これを重く見た政府は、「音楽規制法」案を提出、連続した事件を重く鑑み異例の早さで可決。
その内容は、「聴者に対して暴力的衝動、自害願望、反社会的行動その他、自他及び社会にとって傷害となる感情を引き起こされるであろう音楽を規制する」という、漠然としたものでした。

それから社会は「表現の自由」との対立だの規制することで闇市場に潜ったインディーズ音楽から更に事件が起こるだの
印税の入らなくなってしまった大物ミュージシャンが政治家として大成するだの色々ありまして、「今」。

世間に流れる音楽から、「歌詞」がとんと無くなりました。「音楽規制法」はその内容から、「歌詞」に対して適用されることがほとんどだったのです。
「歌詞」と共に「音楽」を聴きたい場合は政府の認可が降りた事務所が主催するライブのみ。
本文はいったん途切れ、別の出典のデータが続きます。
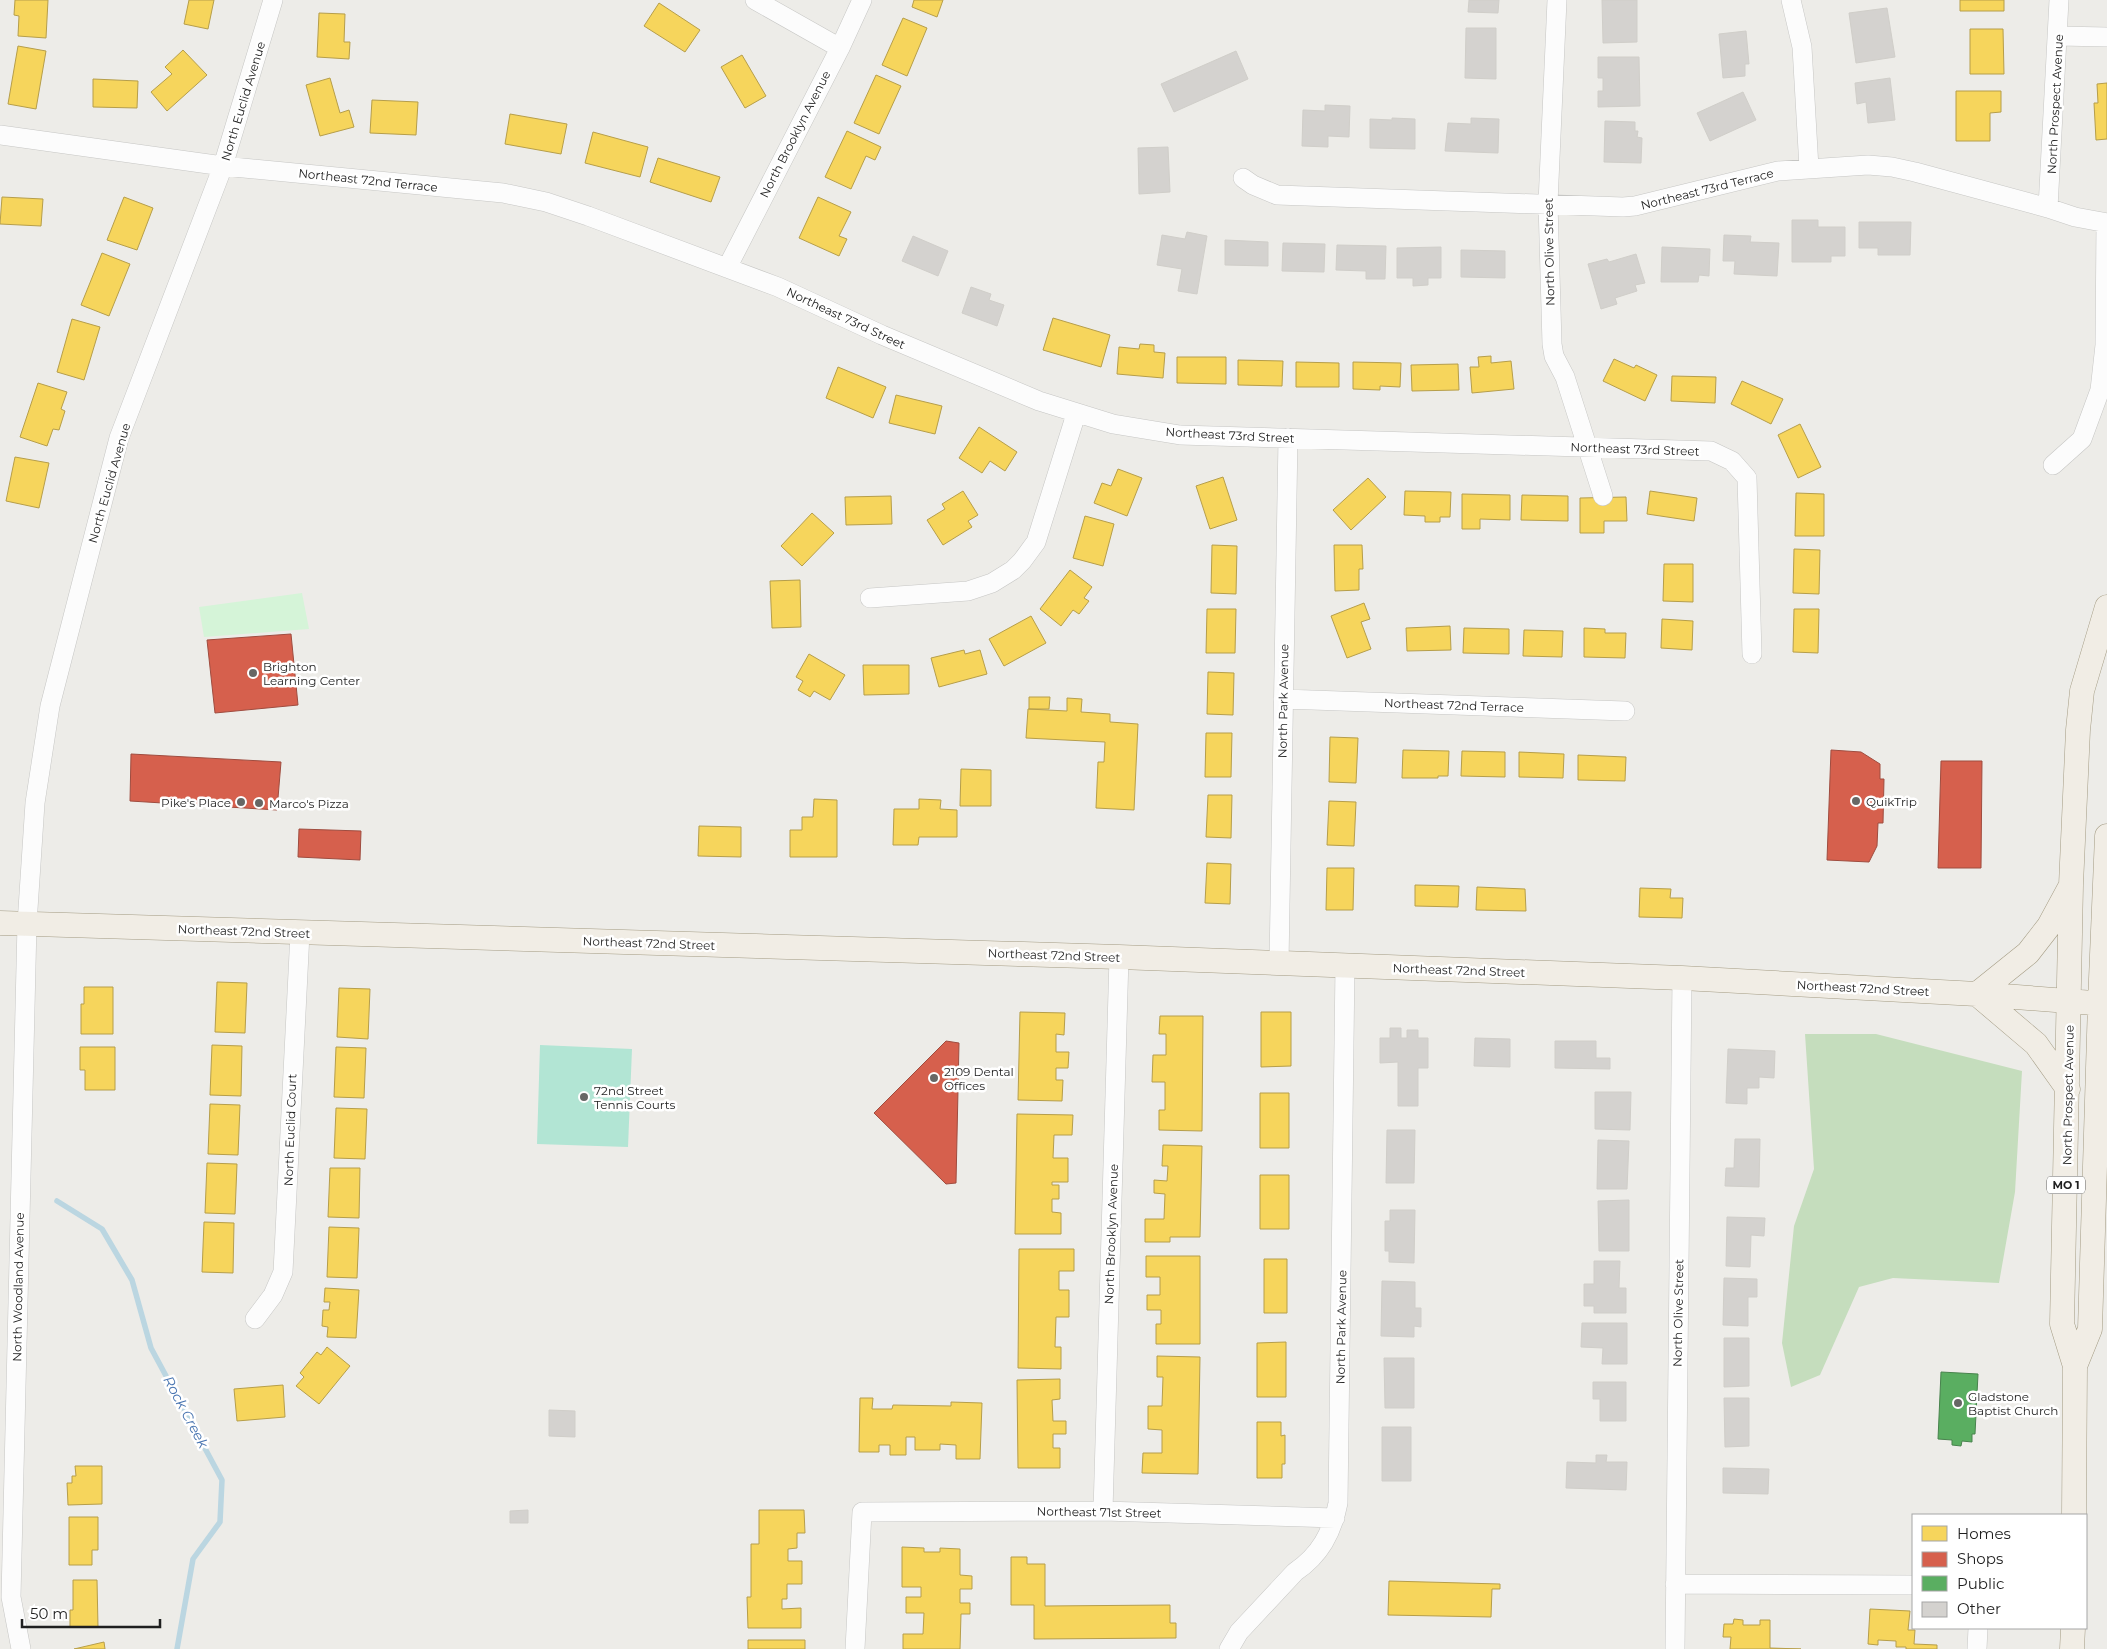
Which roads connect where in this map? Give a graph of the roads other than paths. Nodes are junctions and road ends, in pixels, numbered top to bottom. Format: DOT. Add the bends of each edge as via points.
graph roads {
  1 [pos="273,0"];
  2 [pos="755,0"];
  3 [pos="862,0"];
  4 [pos="1557,0"];
  5 [pos="1791,0"];
  6 [pos="2059,0"];
  7 [pos="2058,36"];
  8 [pos="2107,37"];
  9 [pos="840,48"];
  10 [pos="0,135"];
  11 [pos="223,166"];
  12 [pos="1809,168"];
  13 [pos="1243,178"];
  14 [pos="1548,203"];
  15 [pos="2048,208"];
  16 [pos="2106,223"];
  17 [pos="727,268"];
  18 [pos="1076,414"];
  19 [pos="1288,438"];
  20 [pos="1587,447"];
  21 [pos="2053,465"];
  22 [pos="1603,496"];
  23 [pos="870,598"];
  24 [pos="2107,607"];
  25 [pos="1752,654"];
  26 [pos="1284,699"];
  27 [pos="1625,711"];
  28 [pos="2107,836"];
  29 [pos="2071,885"];
  30 [pos="2105,908"];
  31 [pos="0,923"];
  32 [pos="27,924"];
  33 [pos="300,933"];
  34 [pos="1119,957"];
  35 [pos="1279,963"];
  36 [pos="1345,966"];
  37 [pos="1682,978"];
  38 [pos="1977,994"];
  39 [pos="2070,1001"];
  40 [pos="2103,1003"];
  41 [pos="2068,1088"];
  42 [pos="255,1319"];
  43 [pos="2075,1366"];
  44 [pos="1103,1511"];
  45 [pos="2074,1514"];
  46 [pos="1335,1518"];
  47 [pos="1676,1584"];
  48 [pos="1912,1585"];
  49 [pos="1978,1629"];
  50 [pos="2073,1629"];
  51 [pos="21,1649"];
  52 [pos="855,1649"];
  53 [pos="1229,1649"];
  54 [pos="1675,1649"];
  55 [pos="1977,1649"];
  56 [pos="2072,1649"];
  1 -- 11 [label="street, North Euclid Avenue"];
  2 -- 9 [label="street"];
  3 -- 9 [label="street, North Brooklyn Avenue"];
  4 -- 14 [label="street, North Olive Street"];
  5 -- 12 [label="street" via="1802,47"];
  6 -- 7 [label="street, North Prospect Avenue"];
  7 -- 8 [label="street"];
  7 -- 15 [label="street, North Prospect Avenue"];
  9 -- 17 [label="street, North Brooklyn Avenue"];
  10 -- 11 [label="street, Northeast 72nd Terrace"];
  11 -- 17 [label="street, Northeast 72nd Terrace" via="503,193 546,202 588,216"];
  11 -- 32 [label="street, North Euclid Avenue" via="119,438 80,587 50,706 35,803"];
  12 -- 14 [label="street, Northeast 73rd Terrace" via="1778,171 1635,206"];
  12 -- 15 [label="street, Northeast 73rd Terrace" via="1892,167"];
  13 -- 14 [label="street, Northeast 73rd Terrace" via="1277,195"];
  14 -- 20 [label="street, North Olive Street" via="1552,344"];
  15 -- 16 [label="street, Northeast 73rd Terrace"];
  16 -- 21 [label="street" via="2105,345 2100,390 2082,439"];
  17 -- 18 [label="street, Northeast 73rd Street"];
  18 -- 19 [label="street, Northeast 73rd Street" via="1180,435"];
  18 -- 23 [label="street" via="1036,542 1013,570 992,583 968,591"];
  19 -- 20 [label="street, Northeast 73rd Street"];
  19 -- 26 [label="street, North Park Avenue"];
  20 -- 22 [label="street, North Olive Street"];
  20 -- 25 [label="street, Northeast 73rd Street" via="1711,451 1732,460 1747,478"];
  24 -- 29 [label="main road, MO 1" via="2082,691"];
  26 -- 27 [label="street, Northeast 72nd Terrace"];
  26 -- 35 [label="street, North Park Avenue"];
  28 -- 30 [label="main road, MO 1"];
  29 -- 38 [label="main road" via="2049,926 2028,953"];
  29 -- 39 [label="main road, MO 1"];
  30 -- 40 [label="main road, MO 1"];
  31 -- 32 [label="main road, Northeast 72nd Street"];
  32 -- 33 [label="main road, Northeast 72nd Street"];
  32 -- 51 [label="street, North Woodland Avenue" via="10,1597"];
  33 -- 34 [label="main road, Northeast 72nd Street"];
  33 -- 42 [label="street, North Euclid Court" via="283,1272 273,1295"];
  34 -- 35 [label="main road, Northeast 72nd Street"];
  34 -- 44 [label="street, North Brooklyn Avenue"];
  35 -- 36 [label="main road, Northeast 72nd Street"];
  36 -- 37 [label="main road, Northeast 72nd Street"];
  36 -- 46 [label="street, North Park Avenue" via="1339,1492"];
  37 -- 38 [label="main road, Northeast 72nd Street"];
  37 -- 47 [label="street, North Olive Street"];
  38 -- 39 [label="main road, Northeast 72nd Street"];
  38 -- 41 [label="main road" via="2036,1044"];
  39 -- 40 [label="main road, Northeast 72nd Street"];
  39 -- 41 [label="main road, North Prospect Avenue / MO 1"];
  40 -- 43 [label="main road, North Prospect Avenue / MO 1" via="2090,1329"];
  41 -- 43 [label="main road, North Prospect Avenue / MO 1" via="2062,1324"];
  43 -- 45 [label="main road, North Prospect Avenue / MO 1"];
  44 -- 46 [label="street, Northeast 71st Street"];
  44 -- 52 [label="street, Northeast 71st Street" via="862,1512"];
  46 -- 53 [label="street, North Park Avenue" via="1322,1548 1239,1632"];
  47 -- 48 [label="street"];
  47 -- 54 [label="street, North Olive Street"];
  49 -- 55 [label="street"];
  50 -- 56 [label="main road"];
}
入場時に「この催し最中及び以降、法律に触れる行為を行ってしまったとして、それは音楽の所為ではありません」と書かれた念書にサインをして。

所謂ジャンクミュージックが淘汰された「今」、歌手に憧れ、田舎というかもはや大自然から上京してきた1人の女がおりました。
女はいい年こいて「今」を知りませんでした。

だから女は唄います。

すると色々巻き込みます。
芸能事務所「ジョニーズ事務所」の面々、革命家集団「日変会」に政界トップにマスコミに世論まで!
女は夢を叶えられるのか?

唄も演奏もダンスも殺陣も、全部盛りでお届けする物語、
この春ON AIR!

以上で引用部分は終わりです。